Instructions for the task
Find the string "Expressway" in the data, then copy every line where it is found.

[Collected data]
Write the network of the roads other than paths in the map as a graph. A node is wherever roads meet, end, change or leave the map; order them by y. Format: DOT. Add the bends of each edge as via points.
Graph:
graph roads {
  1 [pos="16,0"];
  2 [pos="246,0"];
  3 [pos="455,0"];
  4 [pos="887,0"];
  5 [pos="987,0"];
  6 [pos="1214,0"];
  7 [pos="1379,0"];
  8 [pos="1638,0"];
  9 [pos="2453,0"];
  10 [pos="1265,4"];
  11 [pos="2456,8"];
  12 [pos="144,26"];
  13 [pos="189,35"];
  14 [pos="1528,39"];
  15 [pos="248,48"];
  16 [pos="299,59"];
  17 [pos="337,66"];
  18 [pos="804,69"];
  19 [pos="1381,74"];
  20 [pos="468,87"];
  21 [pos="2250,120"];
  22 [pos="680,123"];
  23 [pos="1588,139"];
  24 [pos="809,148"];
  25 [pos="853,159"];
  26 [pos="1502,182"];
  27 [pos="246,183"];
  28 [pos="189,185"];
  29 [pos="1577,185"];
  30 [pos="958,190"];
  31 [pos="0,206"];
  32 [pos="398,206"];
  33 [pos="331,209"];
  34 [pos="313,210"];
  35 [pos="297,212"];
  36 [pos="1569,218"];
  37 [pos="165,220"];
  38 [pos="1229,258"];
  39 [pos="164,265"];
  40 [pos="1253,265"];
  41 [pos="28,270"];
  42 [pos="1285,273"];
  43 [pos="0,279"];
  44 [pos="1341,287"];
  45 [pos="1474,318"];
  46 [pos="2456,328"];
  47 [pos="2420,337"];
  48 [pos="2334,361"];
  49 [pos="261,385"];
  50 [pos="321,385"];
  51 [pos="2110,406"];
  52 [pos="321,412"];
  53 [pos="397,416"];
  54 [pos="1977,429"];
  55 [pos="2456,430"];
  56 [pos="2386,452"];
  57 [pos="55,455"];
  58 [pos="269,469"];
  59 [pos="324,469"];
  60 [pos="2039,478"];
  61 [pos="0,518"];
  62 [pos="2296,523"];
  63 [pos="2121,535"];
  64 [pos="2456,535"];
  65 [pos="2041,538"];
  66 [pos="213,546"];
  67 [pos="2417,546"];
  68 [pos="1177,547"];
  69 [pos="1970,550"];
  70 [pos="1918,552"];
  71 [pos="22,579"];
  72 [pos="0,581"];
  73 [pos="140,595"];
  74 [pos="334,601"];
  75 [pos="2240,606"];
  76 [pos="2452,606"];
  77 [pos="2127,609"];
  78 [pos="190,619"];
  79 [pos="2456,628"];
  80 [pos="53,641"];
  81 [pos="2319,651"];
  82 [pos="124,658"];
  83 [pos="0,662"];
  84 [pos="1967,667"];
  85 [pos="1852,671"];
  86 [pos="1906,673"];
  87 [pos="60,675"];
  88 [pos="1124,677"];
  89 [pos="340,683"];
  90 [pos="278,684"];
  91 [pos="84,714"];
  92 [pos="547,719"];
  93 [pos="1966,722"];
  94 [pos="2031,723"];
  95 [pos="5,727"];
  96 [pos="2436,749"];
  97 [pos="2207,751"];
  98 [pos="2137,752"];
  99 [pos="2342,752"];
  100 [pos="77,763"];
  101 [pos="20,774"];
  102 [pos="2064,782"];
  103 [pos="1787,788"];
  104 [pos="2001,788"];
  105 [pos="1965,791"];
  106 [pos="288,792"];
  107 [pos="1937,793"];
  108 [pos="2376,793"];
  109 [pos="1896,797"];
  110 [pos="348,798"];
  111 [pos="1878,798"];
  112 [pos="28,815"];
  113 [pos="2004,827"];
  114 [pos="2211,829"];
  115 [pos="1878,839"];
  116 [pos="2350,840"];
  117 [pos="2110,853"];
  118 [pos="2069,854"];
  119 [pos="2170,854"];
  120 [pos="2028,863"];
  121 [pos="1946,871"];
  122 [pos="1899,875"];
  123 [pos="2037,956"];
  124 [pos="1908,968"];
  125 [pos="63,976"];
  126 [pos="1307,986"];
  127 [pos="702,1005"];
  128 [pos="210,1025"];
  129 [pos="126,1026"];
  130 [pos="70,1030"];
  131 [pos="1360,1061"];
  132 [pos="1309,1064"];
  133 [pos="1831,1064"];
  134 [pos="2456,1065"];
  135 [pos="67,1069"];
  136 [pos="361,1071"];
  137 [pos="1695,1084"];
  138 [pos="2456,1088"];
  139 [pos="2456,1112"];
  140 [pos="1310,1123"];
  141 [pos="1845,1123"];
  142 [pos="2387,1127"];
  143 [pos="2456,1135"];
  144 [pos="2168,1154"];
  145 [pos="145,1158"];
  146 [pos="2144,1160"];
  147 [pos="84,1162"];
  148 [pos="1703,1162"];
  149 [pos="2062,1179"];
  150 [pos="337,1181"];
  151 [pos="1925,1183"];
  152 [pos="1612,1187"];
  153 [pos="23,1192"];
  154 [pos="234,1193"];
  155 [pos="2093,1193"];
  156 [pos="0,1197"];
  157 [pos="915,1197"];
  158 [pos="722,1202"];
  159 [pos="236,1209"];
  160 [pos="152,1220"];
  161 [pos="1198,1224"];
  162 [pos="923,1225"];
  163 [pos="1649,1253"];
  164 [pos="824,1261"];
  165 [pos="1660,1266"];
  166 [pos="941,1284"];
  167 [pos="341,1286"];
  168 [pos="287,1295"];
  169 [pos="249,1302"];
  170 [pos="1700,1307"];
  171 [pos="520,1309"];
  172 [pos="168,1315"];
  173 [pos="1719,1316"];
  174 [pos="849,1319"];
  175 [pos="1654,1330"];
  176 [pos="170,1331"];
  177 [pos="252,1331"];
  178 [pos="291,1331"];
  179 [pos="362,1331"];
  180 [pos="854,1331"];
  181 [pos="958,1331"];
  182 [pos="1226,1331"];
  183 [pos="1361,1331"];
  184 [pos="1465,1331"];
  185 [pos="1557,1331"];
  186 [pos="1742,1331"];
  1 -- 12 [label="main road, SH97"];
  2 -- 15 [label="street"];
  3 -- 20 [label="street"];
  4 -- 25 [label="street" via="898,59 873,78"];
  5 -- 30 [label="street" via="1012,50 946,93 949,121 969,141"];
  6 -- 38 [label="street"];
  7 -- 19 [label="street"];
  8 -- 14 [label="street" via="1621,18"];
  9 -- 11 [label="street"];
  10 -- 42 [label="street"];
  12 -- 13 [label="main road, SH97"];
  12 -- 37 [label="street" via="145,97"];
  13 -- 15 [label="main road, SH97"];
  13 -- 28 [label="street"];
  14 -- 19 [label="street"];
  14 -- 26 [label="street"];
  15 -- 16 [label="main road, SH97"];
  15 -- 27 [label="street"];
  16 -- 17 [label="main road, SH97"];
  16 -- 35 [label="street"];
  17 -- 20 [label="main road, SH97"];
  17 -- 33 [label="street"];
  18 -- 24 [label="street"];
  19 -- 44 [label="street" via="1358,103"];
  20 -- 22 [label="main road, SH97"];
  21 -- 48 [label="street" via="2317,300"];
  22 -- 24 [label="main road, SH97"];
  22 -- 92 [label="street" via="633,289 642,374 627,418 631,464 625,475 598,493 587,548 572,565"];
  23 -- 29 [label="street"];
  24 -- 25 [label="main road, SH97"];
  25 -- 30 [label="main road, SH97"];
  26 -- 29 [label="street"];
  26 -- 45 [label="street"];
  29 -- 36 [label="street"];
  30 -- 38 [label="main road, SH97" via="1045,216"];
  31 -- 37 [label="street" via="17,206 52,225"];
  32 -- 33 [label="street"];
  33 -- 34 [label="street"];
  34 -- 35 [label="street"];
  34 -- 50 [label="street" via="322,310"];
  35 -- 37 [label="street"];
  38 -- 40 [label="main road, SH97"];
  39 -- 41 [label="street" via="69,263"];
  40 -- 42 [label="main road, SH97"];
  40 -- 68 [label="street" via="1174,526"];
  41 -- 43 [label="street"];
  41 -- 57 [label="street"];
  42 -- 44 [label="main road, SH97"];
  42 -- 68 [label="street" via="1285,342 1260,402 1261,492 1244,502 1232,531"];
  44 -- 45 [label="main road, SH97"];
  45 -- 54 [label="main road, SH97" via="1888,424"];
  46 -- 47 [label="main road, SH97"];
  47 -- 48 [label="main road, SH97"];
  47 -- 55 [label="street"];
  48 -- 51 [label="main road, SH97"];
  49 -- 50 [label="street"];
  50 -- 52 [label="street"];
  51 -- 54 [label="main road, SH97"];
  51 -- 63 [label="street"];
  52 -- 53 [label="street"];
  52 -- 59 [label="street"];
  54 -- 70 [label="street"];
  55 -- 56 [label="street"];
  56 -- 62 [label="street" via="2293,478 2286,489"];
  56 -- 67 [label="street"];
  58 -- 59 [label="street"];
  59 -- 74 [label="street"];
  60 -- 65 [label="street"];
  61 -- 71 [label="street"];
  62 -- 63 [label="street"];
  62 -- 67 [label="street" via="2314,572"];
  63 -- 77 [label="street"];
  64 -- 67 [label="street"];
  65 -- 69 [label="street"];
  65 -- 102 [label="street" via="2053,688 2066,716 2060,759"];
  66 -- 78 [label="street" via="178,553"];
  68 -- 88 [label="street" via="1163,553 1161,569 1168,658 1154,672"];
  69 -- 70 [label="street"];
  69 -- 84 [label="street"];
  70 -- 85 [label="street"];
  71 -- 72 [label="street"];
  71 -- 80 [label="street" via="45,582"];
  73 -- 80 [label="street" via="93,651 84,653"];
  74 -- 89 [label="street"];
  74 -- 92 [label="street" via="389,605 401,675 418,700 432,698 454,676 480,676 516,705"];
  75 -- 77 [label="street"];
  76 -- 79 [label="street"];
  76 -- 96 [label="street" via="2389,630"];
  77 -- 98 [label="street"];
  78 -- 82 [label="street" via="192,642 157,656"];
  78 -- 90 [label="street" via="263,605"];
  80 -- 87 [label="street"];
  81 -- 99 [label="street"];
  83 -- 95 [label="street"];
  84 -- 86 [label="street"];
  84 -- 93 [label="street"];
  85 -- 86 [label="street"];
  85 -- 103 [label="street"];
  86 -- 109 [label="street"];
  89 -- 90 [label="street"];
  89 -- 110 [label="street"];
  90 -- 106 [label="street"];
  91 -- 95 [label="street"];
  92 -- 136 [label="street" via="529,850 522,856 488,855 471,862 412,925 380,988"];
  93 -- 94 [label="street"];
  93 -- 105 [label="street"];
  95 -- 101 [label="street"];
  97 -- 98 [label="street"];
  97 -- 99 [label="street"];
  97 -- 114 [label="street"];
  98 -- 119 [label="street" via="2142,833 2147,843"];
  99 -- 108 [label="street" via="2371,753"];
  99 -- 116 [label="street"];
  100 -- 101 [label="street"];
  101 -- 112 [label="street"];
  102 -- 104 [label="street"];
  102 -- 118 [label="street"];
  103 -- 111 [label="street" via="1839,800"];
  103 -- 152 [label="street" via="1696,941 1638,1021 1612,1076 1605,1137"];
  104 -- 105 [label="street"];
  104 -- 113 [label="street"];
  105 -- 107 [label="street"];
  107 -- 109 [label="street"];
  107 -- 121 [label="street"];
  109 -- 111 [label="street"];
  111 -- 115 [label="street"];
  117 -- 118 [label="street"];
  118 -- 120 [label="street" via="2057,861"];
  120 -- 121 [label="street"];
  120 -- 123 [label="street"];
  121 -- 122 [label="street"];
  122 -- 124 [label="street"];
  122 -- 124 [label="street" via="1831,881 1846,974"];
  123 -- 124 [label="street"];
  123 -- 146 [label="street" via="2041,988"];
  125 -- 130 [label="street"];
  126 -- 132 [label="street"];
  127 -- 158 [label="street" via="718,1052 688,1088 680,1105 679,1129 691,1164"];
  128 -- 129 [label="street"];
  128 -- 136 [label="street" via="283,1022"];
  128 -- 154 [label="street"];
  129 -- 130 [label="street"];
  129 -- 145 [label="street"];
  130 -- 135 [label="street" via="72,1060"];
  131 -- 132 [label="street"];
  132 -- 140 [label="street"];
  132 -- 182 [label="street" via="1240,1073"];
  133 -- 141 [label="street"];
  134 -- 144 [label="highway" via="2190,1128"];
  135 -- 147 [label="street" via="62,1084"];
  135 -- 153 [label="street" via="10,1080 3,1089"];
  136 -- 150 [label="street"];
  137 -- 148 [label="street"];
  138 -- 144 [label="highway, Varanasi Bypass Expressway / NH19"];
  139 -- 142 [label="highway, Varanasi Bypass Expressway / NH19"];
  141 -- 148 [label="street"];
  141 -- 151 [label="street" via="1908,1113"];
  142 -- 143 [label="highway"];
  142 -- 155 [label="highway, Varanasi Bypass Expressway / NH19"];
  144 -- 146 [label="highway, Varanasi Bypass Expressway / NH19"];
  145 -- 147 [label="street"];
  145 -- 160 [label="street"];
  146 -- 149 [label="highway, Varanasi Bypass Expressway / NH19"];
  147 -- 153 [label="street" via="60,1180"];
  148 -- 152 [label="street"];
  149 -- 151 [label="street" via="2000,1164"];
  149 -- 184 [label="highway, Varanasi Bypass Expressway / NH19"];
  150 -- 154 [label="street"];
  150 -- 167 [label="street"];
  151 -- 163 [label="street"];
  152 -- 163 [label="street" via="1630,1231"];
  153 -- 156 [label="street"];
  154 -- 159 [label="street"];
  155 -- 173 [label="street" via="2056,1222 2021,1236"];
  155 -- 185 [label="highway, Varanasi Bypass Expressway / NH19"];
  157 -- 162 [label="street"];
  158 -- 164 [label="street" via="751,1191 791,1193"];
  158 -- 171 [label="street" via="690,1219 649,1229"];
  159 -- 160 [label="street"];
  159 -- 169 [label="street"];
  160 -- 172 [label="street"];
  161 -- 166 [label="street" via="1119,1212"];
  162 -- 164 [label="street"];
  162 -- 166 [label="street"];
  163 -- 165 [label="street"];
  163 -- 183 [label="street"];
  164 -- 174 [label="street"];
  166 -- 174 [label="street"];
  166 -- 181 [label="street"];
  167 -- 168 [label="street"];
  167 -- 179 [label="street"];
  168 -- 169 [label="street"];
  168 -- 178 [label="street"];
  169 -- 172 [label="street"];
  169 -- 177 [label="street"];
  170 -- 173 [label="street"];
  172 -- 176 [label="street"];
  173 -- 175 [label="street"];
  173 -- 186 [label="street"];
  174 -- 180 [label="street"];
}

Result of the exercise
  138 -- 144 [label="highway, Varanasi Bypass Expressway / NH19"];
  139 -- 142 [label="highway, Varanasi Bypass Expressway / NH19"];
  142 -- 155 [label="highway, Varanasi Bypass Expressway / NH19"];
  144 -- 146 [label="highway, Varanasi Bypass Expressway / NH19"];
  146 -- 149 [label="highway, Varanasi Bypass Expressway / NH19"];
  149 -- 184 [label="highway, Varanasi Bypass Expressway / NH19"];
  155 -- 185 [label="highway, Varanasi Bypass Expressway / NH19"];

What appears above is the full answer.